Another useful technology for CBM is infrared thermography. The human eye detects light but misses a large part of the total electromagnetic energy spectrum. Infrared energy is largely undetectable to the human eye although we do see some of it in the form of glowing hot surfaces. Beyond that however, we need infrared detectors (cameras) that are sensitive to the infrared energy waves which have longer wavelengths and lower frequencies than we can see.

Infrared technology produces either a reading of a temperature that it determines from the energy the detector receives, or it produces an image showing temperatures and temperature gradients. Of course it isn’t quite so easy because every surface material emits energy at different rates – we need to know the characteristics of the surface we are looking it as well as its condition at the surface, the wavelength of the device we are using to measure the temperature and the geometry of the area being measured.

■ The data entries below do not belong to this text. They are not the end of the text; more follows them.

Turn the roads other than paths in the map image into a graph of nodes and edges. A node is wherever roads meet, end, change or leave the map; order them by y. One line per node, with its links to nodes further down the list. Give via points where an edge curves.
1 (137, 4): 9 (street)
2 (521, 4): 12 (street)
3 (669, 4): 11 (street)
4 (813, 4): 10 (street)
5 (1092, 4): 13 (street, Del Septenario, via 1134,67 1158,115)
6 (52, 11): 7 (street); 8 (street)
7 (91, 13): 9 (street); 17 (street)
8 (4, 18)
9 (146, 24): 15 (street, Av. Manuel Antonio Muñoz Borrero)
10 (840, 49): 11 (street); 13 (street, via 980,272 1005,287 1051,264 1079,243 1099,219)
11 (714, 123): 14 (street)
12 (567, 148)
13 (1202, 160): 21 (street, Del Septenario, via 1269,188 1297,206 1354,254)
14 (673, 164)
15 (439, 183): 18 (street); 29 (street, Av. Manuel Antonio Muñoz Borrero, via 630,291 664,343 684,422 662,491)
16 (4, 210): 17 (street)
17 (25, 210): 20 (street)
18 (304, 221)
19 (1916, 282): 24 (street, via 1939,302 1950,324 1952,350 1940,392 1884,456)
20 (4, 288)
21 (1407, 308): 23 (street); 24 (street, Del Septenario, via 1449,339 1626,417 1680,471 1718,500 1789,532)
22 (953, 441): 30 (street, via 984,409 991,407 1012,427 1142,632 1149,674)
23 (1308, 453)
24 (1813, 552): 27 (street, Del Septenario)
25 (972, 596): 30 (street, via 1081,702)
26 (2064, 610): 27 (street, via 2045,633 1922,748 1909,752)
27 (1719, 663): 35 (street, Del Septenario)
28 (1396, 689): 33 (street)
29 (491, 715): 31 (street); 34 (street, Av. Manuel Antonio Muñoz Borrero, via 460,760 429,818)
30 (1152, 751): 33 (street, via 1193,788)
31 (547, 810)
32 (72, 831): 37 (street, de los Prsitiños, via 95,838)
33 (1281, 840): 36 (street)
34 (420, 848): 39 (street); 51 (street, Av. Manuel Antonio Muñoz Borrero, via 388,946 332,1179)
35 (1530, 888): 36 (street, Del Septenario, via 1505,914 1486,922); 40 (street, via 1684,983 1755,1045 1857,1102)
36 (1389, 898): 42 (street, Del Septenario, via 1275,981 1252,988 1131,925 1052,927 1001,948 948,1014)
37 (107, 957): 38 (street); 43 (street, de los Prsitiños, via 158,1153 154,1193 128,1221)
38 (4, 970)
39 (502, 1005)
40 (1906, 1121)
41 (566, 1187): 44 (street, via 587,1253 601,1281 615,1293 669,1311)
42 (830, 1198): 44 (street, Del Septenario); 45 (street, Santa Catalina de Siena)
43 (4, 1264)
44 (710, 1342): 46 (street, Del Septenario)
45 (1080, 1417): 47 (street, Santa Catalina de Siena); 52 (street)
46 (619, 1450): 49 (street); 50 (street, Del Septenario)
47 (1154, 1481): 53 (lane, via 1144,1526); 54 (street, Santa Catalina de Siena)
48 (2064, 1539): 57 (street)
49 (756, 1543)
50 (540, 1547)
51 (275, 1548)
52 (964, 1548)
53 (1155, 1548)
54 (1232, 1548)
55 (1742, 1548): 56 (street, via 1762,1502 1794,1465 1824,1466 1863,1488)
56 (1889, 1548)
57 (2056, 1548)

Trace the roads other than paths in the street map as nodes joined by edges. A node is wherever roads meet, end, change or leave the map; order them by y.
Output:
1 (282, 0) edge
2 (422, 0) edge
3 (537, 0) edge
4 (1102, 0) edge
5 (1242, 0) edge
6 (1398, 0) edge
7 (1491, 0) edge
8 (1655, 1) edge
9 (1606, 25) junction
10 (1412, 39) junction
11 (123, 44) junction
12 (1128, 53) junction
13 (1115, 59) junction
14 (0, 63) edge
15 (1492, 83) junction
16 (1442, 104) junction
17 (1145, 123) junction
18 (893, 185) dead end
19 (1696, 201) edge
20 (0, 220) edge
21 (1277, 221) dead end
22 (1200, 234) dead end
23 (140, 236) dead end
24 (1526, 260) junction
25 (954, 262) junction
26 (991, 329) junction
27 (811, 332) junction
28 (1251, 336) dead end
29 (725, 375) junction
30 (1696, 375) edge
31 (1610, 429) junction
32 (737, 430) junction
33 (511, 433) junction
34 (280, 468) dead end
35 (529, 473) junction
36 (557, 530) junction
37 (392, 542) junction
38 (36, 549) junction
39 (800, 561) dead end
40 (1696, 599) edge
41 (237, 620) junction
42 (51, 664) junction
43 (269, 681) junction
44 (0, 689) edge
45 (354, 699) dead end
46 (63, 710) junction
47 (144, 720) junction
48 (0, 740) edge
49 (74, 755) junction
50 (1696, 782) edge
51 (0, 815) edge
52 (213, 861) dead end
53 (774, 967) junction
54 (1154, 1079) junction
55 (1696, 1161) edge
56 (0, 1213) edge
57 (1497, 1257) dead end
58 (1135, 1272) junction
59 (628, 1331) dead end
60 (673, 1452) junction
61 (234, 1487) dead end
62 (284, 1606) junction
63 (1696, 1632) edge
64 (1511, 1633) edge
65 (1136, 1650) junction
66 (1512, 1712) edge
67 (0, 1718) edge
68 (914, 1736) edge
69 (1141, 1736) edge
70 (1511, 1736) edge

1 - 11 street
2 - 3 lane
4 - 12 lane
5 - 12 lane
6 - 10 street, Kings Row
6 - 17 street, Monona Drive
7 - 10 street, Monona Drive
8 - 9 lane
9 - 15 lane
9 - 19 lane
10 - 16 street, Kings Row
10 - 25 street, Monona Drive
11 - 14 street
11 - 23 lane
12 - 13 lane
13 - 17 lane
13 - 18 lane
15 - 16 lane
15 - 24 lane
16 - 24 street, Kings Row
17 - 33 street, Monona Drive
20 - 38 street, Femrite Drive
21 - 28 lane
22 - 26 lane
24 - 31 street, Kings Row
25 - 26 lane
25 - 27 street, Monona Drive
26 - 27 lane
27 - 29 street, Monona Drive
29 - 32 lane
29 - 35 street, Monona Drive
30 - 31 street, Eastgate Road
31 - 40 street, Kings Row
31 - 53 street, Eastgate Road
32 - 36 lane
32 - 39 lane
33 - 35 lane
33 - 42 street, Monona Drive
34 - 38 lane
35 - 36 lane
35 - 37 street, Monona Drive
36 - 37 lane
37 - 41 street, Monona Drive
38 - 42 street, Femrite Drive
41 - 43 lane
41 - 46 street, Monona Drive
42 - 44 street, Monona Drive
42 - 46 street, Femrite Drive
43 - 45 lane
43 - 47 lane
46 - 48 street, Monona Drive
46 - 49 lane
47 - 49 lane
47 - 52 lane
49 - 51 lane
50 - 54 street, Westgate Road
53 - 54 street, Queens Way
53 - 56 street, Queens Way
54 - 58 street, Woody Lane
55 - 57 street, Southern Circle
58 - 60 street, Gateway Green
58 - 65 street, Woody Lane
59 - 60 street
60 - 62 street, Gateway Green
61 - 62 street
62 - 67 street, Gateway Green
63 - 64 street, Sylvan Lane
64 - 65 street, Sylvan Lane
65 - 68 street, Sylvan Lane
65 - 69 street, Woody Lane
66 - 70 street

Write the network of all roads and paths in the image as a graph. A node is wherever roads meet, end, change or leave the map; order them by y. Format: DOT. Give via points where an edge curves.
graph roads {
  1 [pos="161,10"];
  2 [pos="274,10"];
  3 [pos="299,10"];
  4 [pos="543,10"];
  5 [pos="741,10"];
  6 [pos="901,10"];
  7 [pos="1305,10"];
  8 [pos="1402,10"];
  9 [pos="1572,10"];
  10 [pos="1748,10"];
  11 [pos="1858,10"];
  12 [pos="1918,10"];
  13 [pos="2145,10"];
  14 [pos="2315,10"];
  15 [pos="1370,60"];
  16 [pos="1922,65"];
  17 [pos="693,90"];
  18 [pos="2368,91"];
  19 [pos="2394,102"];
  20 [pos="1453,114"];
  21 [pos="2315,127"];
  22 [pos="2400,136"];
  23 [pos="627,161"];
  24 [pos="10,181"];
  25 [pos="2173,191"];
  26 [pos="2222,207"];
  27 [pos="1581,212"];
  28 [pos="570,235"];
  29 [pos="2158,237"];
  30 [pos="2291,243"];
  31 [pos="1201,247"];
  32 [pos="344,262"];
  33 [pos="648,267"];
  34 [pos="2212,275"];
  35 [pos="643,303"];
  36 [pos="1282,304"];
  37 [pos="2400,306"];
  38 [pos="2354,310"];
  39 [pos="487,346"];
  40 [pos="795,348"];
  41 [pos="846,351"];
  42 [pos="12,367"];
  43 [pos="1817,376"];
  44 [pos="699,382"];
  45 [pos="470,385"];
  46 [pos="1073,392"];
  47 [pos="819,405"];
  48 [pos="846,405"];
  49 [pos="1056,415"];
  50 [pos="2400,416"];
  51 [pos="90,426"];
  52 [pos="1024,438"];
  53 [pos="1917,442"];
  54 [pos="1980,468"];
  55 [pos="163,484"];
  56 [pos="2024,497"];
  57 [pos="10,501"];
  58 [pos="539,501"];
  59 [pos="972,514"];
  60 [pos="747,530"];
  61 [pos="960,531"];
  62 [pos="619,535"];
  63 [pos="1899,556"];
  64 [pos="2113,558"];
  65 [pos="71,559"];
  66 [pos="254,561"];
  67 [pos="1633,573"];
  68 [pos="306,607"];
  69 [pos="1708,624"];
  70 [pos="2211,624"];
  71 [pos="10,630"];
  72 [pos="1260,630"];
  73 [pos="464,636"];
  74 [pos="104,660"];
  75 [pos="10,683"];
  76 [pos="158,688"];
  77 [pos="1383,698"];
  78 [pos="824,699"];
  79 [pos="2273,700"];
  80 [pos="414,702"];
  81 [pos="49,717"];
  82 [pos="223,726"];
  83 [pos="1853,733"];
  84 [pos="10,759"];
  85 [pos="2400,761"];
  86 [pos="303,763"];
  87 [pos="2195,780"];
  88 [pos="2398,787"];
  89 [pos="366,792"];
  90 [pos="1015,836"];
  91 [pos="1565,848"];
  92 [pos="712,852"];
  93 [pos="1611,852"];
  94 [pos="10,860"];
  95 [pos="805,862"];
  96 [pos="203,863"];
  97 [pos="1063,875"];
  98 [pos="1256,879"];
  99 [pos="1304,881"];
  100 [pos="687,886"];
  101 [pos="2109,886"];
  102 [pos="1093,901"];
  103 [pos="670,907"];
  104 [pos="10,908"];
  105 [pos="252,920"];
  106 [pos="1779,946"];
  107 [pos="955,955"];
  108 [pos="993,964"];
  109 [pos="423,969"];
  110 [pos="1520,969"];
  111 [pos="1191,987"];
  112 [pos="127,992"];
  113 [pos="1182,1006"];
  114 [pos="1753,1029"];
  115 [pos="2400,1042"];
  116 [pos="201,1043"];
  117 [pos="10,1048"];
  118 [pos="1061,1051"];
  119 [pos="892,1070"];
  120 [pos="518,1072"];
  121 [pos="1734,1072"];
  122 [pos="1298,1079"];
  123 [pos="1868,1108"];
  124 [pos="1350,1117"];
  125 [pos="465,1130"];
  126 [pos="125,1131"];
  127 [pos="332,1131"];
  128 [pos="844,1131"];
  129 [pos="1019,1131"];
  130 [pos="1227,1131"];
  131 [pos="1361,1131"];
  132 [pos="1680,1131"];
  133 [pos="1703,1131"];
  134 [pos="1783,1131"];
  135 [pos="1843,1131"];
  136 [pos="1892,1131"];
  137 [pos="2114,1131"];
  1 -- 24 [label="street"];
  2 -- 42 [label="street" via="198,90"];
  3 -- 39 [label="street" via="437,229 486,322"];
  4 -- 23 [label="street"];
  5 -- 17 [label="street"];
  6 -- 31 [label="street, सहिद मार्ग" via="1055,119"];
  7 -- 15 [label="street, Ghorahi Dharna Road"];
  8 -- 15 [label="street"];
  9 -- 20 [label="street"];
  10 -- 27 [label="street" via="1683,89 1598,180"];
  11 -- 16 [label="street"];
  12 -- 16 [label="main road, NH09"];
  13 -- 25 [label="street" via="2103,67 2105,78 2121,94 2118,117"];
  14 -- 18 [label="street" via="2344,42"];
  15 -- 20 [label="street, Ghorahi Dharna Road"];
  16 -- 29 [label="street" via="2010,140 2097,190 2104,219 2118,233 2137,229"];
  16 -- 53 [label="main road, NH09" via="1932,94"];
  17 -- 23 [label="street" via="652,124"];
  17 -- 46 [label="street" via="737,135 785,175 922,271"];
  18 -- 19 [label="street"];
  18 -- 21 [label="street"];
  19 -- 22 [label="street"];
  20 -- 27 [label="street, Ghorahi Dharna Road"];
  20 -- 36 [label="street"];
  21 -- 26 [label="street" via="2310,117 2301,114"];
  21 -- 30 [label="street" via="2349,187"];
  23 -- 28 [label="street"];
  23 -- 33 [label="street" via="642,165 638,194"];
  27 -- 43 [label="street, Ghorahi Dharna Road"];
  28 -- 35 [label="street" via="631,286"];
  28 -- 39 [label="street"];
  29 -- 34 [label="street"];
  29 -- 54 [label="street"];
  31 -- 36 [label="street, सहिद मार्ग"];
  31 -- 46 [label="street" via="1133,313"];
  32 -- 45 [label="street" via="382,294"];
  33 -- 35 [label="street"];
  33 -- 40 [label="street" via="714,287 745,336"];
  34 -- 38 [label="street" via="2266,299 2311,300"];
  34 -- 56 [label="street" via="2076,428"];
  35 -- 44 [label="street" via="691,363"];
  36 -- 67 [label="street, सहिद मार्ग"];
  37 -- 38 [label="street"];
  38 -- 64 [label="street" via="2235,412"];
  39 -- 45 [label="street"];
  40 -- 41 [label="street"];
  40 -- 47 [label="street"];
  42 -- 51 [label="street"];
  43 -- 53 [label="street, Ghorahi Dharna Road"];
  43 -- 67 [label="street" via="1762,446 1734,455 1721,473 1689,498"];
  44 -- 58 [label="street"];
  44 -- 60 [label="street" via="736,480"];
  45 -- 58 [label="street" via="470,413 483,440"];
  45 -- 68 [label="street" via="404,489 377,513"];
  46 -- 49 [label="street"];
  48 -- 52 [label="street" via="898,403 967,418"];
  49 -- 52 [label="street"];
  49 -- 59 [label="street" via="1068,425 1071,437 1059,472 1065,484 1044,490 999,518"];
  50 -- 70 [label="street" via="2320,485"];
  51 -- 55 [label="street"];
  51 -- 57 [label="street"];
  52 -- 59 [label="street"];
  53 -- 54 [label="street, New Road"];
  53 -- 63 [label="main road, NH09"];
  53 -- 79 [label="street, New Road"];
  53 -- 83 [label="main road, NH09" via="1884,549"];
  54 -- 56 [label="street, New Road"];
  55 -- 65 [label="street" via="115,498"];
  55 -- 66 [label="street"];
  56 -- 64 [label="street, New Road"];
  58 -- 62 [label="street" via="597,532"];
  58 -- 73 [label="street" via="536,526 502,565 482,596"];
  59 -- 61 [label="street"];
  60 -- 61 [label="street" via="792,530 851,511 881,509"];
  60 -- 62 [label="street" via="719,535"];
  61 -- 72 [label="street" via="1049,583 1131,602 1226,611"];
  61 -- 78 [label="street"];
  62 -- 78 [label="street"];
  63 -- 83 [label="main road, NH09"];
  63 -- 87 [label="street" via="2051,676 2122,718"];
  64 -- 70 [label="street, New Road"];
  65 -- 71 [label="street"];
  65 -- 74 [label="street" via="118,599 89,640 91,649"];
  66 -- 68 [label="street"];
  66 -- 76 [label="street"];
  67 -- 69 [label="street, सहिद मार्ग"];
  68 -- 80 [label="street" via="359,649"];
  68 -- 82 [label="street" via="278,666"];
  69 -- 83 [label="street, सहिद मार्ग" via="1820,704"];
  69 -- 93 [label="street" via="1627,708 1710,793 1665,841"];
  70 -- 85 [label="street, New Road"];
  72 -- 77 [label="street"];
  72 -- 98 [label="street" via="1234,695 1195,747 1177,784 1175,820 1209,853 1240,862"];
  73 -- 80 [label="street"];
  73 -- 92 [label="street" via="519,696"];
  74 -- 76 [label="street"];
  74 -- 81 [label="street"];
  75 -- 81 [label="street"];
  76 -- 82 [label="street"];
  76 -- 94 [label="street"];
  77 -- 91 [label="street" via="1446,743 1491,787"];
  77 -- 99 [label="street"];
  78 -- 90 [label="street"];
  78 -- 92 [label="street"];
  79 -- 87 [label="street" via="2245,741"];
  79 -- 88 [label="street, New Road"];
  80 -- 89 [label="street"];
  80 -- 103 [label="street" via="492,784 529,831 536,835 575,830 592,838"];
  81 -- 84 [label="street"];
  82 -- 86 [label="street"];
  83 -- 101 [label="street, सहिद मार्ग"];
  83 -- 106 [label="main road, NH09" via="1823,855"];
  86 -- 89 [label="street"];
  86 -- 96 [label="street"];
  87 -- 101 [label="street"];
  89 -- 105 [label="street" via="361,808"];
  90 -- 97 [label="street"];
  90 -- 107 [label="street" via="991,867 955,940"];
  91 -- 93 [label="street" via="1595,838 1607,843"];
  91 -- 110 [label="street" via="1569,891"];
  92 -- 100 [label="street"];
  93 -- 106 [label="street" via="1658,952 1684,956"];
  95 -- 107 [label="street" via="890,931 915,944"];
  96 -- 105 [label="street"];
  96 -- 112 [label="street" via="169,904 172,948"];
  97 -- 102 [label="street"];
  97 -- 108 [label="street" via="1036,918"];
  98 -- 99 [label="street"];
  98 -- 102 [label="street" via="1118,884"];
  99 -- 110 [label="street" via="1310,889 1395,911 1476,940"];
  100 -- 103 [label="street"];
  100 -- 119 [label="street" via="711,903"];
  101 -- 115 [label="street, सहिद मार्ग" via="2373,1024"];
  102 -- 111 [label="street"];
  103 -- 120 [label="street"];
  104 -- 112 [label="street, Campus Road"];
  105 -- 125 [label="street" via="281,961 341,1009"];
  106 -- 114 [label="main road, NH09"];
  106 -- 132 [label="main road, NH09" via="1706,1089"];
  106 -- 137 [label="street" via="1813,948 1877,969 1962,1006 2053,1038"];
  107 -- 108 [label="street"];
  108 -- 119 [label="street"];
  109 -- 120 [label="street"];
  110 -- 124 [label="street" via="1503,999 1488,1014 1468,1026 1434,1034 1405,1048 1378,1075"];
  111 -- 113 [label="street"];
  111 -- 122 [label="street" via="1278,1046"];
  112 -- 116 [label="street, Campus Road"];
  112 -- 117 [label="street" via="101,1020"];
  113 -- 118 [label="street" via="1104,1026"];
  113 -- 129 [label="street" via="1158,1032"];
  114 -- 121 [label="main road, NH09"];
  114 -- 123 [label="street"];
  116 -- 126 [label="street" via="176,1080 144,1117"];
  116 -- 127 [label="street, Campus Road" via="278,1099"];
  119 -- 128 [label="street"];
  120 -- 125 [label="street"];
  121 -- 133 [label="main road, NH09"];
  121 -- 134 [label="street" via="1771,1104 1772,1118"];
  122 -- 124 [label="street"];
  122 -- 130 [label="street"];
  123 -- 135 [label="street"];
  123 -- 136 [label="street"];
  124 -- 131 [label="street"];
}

Like ultrasound, infrared can get complicated to use.

Infrared can be used to detect electrical problems, connection problems, mechanical problems that generate heat, insulation or refractory problems, moisture problems and even fluid flow problems.

·       Oil analysis

Oil analysis is another tool in the arsenal to help us spot problems in equipment that is lubricated or cooled by the oil, or to detect problems with the oil itself that could ultimately lead to equipment problems. Oil analysis is probably one of the more widely used methods. There are simple checks we can do on the spot (we can see emulsified oil due to excessive water content, or we can see when oil is excessively dirty) or we can take samples for analysis. The analysis can determine oil condition and oil contents (wear particles from machinery). Sampling must be done carefully and consistently for good results and the lab doing the analysis should know what sort of problems you are looking for so that they perform the right tests.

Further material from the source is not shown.